22 – Como ademais resulta dos factos julgados provados e da pertinente, incontornável e incontestada conclusão expressa no acórdão recorrido, «acresce que, o arguido não demonstrou qualquer arrependimento, nem autocensura sobre o seu comportamento, admitindo apenas ter estado nessa noite na discoteca, afirmando, contudo, não se recordar sobre o que aconteceu naquela noite.»

23 – Termos em que se não vê qualquer factor de particular, especial, ponderosa, atenuação, mesmo tomando em sopeso os invocados factores de integração familiar, profissional e social e a primariedade delitiva resultante do certificado do registo criminal do arguido.

24 – Em conclusão, não cabe, no caso, a aplicação da atenuação especial da pena prevenida nos artigos 72.º e 73.º, do CP.

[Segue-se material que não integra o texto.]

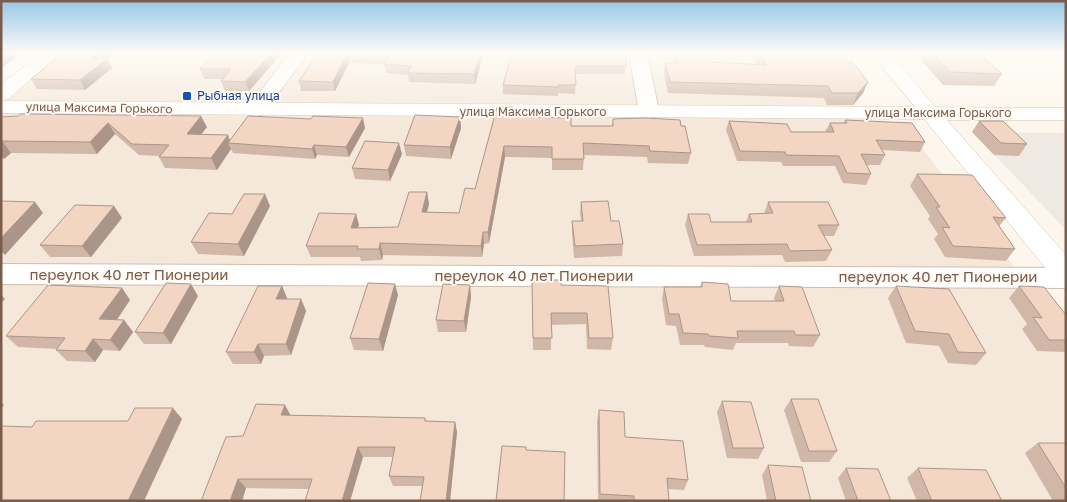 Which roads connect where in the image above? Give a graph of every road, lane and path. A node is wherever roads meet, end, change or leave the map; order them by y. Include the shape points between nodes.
1 (24, 76) edge
2 (281, 76) edge
3 (643, 76) edge
4 (900, 76) edge
5 (1, 95) edge
6 (1, 107) edge
7 (256, 110) junction
8 (650, 112) junction
9 (930, 113) junction
10 (1066, 114) edge
11 (1, 274) edge
12 (1066, 276) edge

1 - 5 main road
2 - 7 street
3 - 8 street
4 - 9 main road
6 - 7 main road, улица Максима Горького
7 - 8 main road, улица Максима Горького
8 - 9 main road, улица Максима Горького
9 - 10 main road, улица Максима Горького
9 - 12 main road
11 - 12 street, переулок 40 лет Пионерии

25 – Falecendo a argumentação alinhada pelo recorrente neste particular, não pode deixar de improceder quanto se adianta em matéria de pena única, já que a pretendida mitigação desta vem ancorada ao suposto da pena especialmente atenuada relativamente ao crime de homicídio.

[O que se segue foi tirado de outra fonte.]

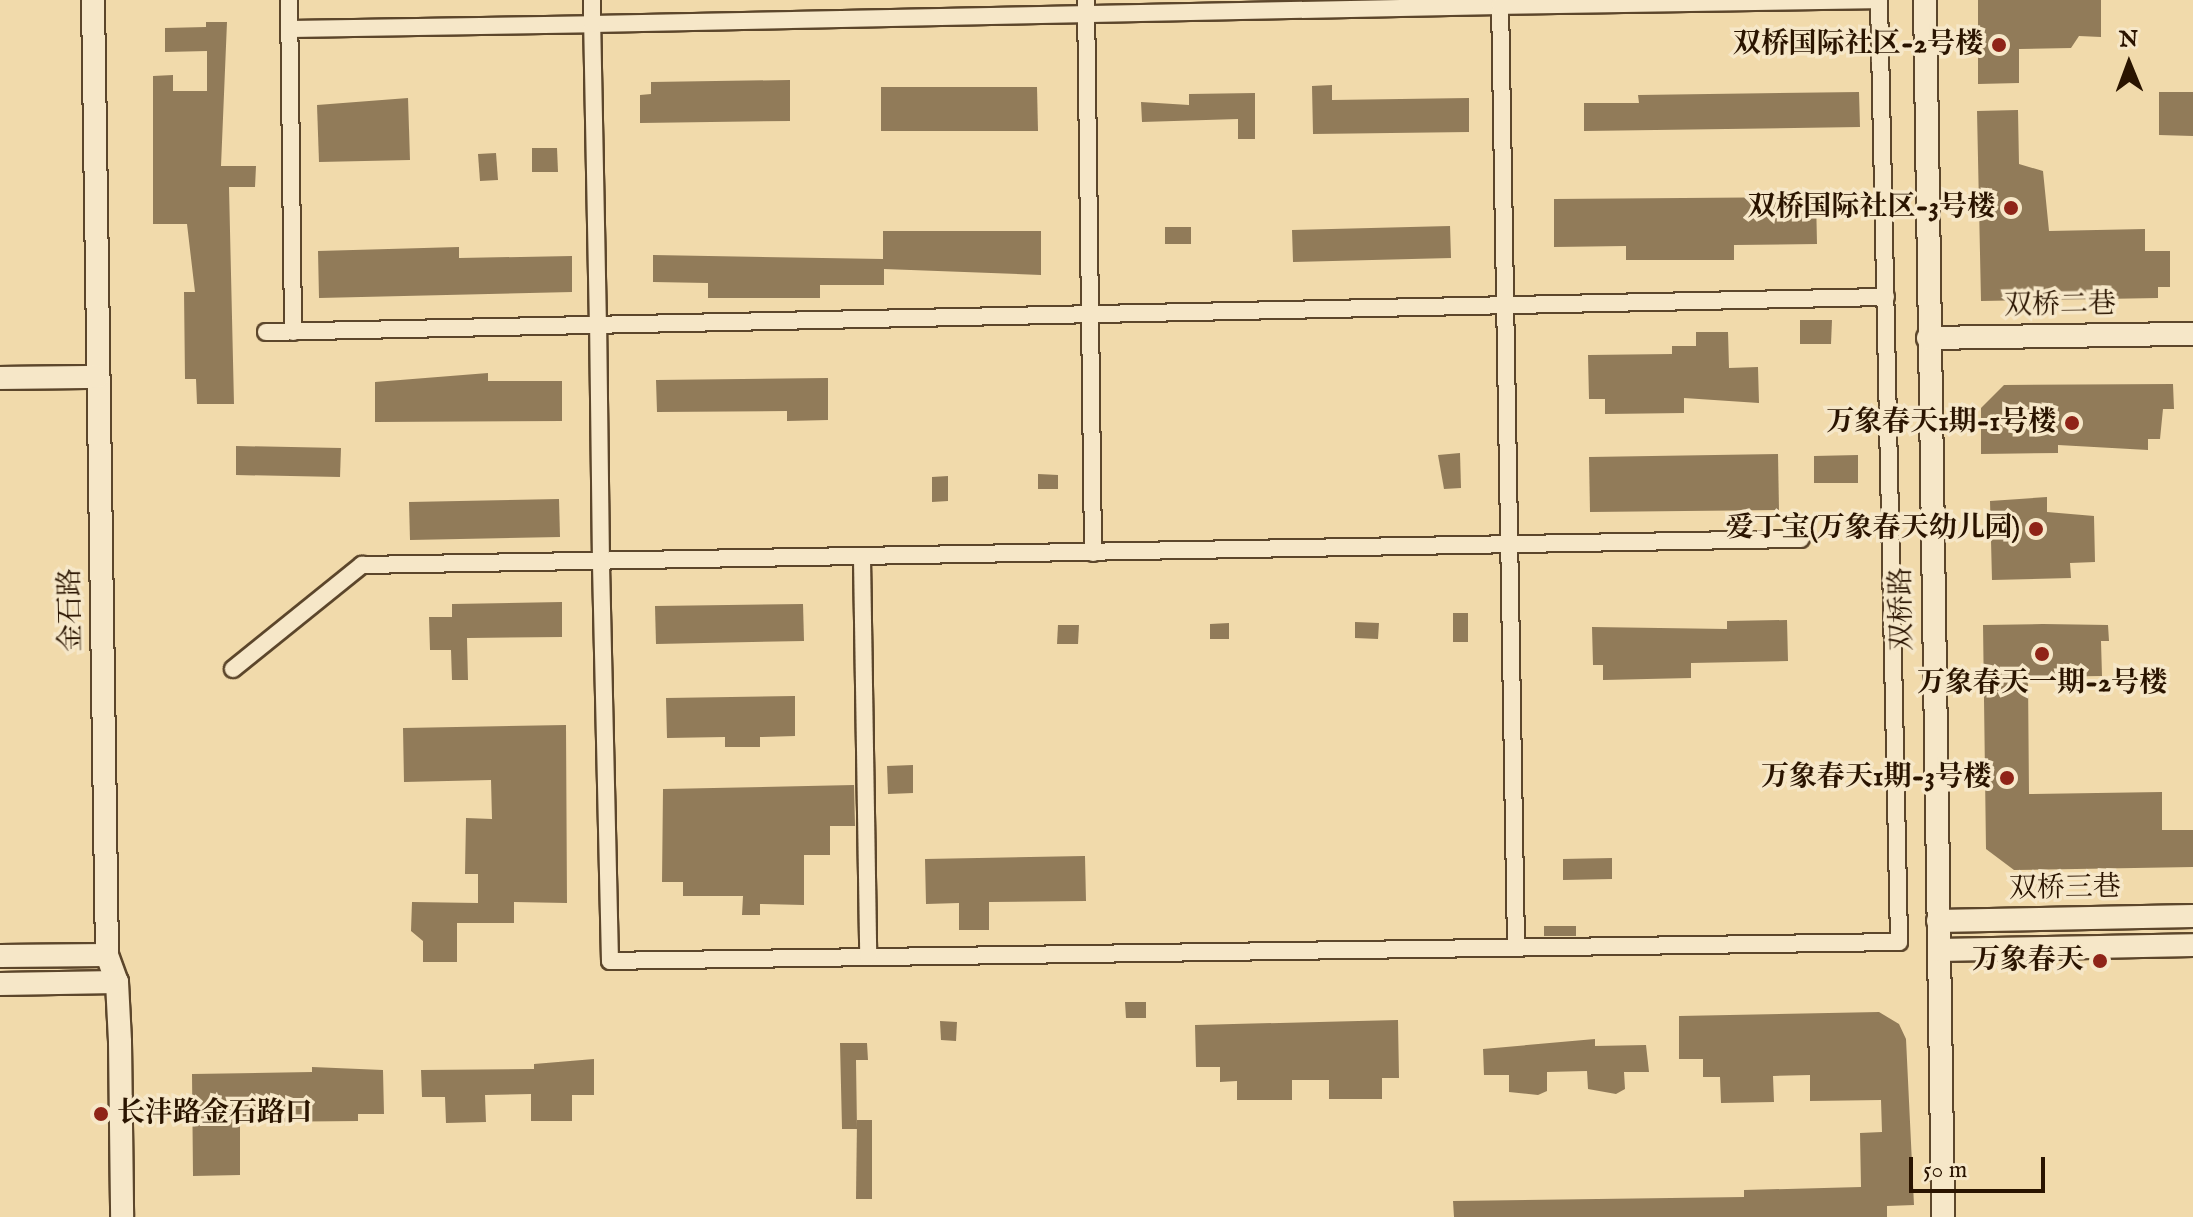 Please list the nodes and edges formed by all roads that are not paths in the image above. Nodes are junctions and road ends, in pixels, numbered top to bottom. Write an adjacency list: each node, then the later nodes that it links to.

26 – Sem embargo, situada a moldura penal do homicídio agravado entre 10 anos e 8 meses de prisão e 21 anos e 4 meses de prisão, sempre será de ponderar que a pena de 14 anos de prisão, concretizada na instância para aquele crime, se situa no primeiro terço da moldura (3 anos e 4 meses acima do limite mínimo), ou seja, na dimensão menor da moldura, e que se não encontra, alegada ou não, qualquer circunstância ou contexto, inerente à ilicitude ou à culpa, que justifique qualquer comutação in mellius de tal pena.

27 – O grau de ilicitude do facto é elevado, tendo em conta o desvalor da conduta do arguido, as exigências de prevenção geral são consideráveis e, em sede de prevenção especial, releva essencialmente a personalidade agressiva do arguido revelada nos factos, particularmente na facilidade imponderada com que partiu para a prática dos crimes.

28 – Ademais, não pode deslembrar-se a pluriofensividade do ataque perpetrado pelo arguido sobre os ofendidos, indiciadora de uma personalidade com forte sinal de uma intolerável propensão para comportamentos impulsivos e violentos.

29 – Importa ainda ter presente (faz doutrina e jurisprudência de há muito sedimentadas) que, em sede de escolha e medida da pena, o recurso não deixa de reter o paradigma de remédio jurídico (na expressão de Cunha Rodrigues), no sentido de que a intervenção do tribunal de recurso, (também) neste particular, deve cingir-se à reparação de qualquer desrespeito, pelo tribunal recorrido, dos princípios e normação que definem e demarcam as operações de concretização da pena na moldura abstracta determinada na lei.

30 – Vale por dizer que o exame da concreta medida da pena estabelecida na instância, suscitado pela via recursiva, não deve aproximar-se desta senão quando haja de prevenir-se e emendar-se a fixação de um determinado quantum em derrogação dos princípios e regras pertinentes, cumprindo precaver (desde logo à míngua da imediação e da oralidade de que beneficiou o Tribunal recorrido) qualquer abusiva evicção relativamente a uma concreta pena que ainda se revele congruente e proporcionada.

31 – No caso, não se vê que o Colectivo a quo haja valorado as circunstâncias apuradas com inadequado peso prudencial, por isso que o acórdão revidendo não merece nem suscita, também neste particular, qualquer intervenção ou suprimento reparatório.

32 – Em conclusão, o recurso interposto pelo arguido não pode, de todo em todo, lograr provimento.

33 – O decaimento total no recurso impõe a condenação do arguido em custas, nos termos e com os critérios fixados nos artigos 513.º e 514.º, do CPP, e no artigo 8.º e tabela III, estes do Regulamento das Custas Processuais – ressalvado apoio judiciário e nos estritos termos de tal benefício.

III

34 – Nestes termos e com tais fundamentos, decide-se: (a) julgar improcedente o recurso interposto pelo arguido, AA; (b) condenar o arguido nas custas, com a taxa de justiça em 5 (cinco) unidades de conta.